Convicted at retrial, Wilson was sentenced to life without parole.
He sued the city of Chicago, Burge and other detectives. He testified
that Burge and another officer used two electroshock devices on his
ears, nose, fingers and groin area. Throughout the torture, he said, he
was handcuffed to rings on a wall in front of a radiator that burned
him.
"It's black and it's round and it had a wire sticking out of it and it
had a cord on it," Wilson testified, describing one of the shocking
devices. Burge "took it and he ran it up between my legs, my groin
area, just ran it up there very gently ... up and down, up and down,
you know, right between my legs, up and down like this, real gentle
with it, but you can feel it, still feel it.
"Then he jabbed me with the thing and it slammed me ... into the grille
on the window. Then I fell back down, and I think that's when I started
spitting up the blood and stuff. Then he stopped."
Police denied using torture. Other prisoners came forward, saying they
had suffered similar treatment. A judge ultimately awarded Wilson
$1-million.
The attention spawned more cases.
"It has been for many years an open secret that at the police
headquarters where Burge worked, a large number of African-American
citizens were detained and subjected to horrific forms of abuse," said
Locke Bowman, legal director of the MacArthur Justice Center at the
University of Chicago and a lawyer for a man who says Burge's
detectives abused him.
Amnesty International asked for an independent investigation, calling
the treatment "a clear violation of international law."
An investigator
for the police department's professional standards office reviewed 50
complaints of abuse against Burge and his officers - electric shock,
beatings, jabs with a cattle prod, pistols jammed in mouths in a mock
execution, suffocations - and declared that the abuse was "systematic."
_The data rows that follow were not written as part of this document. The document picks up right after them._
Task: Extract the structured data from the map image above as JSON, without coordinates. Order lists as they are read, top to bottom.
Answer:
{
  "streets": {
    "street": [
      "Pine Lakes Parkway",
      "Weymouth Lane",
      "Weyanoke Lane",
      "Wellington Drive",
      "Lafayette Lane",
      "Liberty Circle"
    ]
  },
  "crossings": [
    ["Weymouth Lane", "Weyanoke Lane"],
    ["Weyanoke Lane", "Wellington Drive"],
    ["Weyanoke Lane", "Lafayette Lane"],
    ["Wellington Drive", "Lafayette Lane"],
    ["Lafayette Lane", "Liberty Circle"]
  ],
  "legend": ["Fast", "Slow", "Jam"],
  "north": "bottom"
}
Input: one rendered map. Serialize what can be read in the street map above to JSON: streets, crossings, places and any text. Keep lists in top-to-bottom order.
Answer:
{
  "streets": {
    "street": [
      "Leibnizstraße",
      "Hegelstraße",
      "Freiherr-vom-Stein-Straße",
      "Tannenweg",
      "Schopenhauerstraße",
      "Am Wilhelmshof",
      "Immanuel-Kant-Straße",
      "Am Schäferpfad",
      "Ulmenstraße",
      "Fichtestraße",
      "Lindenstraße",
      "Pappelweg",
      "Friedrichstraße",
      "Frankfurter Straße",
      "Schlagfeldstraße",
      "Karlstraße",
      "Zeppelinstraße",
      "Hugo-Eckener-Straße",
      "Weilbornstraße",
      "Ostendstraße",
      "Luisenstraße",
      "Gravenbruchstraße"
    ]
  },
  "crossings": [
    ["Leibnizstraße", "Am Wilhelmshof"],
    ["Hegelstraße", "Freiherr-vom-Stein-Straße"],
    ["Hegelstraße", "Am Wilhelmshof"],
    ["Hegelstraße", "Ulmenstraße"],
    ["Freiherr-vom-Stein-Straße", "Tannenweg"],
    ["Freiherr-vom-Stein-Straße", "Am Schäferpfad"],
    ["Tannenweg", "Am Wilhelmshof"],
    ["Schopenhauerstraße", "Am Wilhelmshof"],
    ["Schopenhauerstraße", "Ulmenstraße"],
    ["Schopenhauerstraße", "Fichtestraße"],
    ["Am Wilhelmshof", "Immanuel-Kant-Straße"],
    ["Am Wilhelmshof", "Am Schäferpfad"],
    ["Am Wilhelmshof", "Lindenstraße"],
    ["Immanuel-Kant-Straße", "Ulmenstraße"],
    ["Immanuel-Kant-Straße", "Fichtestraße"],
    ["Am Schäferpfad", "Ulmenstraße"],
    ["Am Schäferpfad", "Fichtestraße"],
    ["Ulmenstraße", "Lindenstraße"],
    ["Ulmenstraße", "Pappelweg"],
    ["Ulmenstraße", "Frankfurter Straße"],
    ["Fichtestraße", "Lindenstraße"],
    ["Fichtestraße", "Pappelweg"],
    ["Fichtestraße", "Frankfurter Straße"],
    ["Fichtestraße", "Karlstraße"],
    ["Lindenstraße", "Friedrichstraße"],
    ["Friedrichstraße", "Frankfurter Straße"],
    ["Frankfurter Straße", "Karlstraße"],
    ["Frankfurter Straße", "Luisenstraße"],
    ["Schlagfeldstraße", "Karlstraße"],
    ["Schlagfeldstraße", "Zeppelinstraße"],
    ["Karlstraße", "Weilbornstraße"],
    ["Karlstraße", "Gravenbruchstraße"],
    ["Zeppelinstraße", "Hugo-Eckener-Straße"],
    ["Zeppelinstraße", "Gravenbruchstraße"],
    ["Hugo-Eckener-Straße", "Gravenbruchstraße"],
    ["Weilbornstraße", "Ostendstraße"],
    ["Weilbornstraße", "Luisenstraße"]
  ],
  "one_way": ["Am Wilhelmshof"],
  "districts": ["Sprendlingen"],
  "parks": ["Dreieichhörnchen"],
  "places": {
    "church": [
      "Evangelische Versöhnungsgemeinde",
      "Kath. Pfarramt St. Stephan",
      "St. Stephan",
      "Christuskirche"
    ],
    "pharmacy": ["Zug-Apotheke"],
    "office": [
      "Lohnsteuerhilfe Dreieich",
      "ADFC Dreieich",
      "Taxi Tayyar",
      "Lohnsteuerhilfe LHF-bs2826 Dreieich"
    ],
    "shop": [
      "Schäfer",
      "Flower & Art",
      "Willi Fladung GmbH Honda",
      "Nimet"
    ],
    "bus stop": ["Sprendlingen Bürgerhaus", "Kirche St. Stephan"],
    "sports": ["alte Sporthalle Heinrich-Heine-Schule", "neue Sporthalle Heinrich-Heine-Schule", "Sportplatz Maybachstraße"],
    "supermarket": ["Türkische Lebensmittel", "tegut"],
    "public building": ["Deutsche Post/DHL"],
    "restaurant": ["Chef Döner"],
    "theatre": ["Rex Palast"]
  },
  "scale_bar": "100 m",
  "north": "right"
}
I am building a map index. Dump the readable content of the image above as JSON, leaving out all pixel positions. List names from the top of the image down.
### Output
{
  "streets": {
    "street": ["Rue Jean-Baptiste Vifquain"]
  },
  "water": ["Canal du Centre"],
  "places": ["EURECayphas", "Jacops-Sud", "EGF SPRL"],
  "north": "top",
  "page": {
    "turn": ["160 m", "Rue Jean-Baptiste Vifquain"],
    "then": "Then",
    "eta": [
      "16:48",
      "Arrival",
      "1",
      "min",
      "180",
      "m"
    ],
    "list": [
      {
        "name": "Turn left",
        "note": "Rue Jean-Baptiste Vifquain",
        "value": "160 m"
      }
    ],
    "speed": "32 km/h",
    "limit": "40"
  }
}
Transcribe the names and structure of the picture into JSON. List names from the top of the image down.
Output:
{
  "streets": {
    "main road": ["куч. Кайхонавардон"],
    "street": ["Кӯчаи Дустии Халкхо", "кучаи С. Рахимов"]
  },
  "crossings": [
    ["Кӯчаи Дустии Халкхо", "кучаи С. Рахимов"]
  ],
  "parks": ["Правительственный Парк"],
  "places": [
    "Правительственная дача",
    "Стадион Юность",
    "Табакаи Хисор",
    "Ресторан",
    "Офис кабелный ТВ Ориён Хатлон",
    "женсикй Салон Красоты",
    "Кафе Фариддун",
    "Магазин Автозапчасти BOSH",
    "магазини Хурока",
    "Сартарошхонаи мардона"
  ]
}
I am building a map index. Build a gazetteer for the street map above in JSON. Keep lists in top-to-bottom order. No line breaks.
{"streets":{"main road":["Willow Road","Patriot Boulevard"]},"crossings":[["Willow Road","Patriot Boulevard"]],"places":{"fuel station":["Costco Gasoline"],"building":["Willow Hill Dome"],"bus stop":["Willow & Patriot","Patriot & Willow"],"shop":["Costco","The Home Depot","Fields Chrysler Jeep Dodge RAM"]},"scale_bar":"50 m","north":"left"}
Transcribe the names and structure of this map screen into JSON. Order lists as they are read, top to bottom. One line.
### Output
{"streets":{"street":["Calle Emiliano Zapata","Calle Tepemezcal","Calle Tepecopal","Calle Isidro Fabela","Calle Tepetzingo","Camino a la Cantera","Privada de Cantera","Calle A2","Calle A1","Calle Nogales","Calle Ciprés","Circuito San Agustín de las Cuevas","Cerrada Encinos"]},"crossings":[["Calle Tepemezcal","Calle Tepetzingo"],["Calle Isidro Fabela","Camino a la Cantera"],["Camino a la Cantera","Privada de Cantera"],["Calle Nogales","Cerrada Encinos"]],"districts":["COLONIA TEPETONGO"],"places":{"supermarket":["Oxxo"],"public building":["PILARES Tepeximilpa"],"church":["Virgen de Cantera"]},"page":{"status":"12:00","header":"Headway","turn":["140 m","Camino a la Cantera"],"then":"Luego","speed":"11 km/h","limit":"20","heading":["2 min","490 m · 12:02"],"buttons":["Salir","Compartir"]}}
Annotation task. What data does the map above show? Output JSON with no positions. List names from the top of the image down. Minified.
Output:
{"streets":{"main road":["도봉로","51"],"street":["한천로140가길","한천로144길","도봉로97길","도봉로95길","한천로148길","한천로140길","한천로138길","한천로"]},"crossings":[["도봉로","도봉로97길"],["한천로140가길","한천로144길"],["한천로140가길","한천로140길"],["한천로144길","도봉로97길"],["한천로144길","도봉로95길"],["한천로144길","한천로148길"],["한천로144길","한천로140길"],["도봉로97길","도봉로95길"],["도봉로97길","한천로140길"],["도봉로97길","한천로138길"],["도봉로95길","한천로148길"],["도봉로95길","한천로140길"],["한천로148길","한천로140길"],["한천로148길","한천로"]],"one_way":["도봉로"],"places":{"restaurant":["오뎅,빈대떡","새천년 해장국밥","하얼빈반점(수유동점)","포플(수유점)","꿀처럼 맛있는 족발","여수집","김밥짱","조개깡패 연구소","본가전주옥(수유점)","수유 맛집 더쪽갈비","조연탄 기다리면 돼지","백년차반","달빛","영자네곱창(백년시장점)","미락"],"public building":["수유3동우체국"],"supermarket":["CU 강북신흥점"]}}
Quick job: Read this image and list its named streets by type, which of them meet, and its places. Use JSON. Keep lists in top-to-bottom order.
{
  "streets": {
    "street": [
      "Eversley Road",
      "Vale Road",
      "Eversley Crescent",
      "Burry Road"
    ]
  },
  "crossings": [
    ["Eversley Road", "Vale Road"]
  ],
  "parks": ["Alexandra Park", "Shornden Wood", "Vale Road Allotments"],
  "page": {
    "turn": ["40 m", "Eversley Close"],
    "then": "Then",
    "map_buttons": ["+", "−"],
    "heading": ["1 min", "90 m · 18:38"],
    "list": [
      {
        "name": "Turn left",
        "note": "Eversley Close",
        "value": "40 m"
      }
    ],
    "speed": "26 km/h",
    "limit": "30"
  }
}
As many as 108 men have accused Burge and his detectives of torturing
confessions from them.
With fundraisers and benefits, thousands of officers supported Burge
and his men.
In 1993, Burge and his officers, who had been suspended without pay for
more than a year, met different fates. The officers were reinstated.
Burge was fired.
He took his pension and moved south to Florida. He left behind people
angry not only with him but with the system that took his job but
otherwise let him walk away unpunished.
"They protected him. They got him out of town and tried to sweep this
issue under the rug and they got away with it," said the Rev. Calvin
Morris, executive
director of the Community Renewal Society in Chicago, which fought to
get the city to look into the charges against Burge.
"We're left here with people who may be languishing in jail unfairly
plus this is a slap on the wrist, and he's in sunny Florida."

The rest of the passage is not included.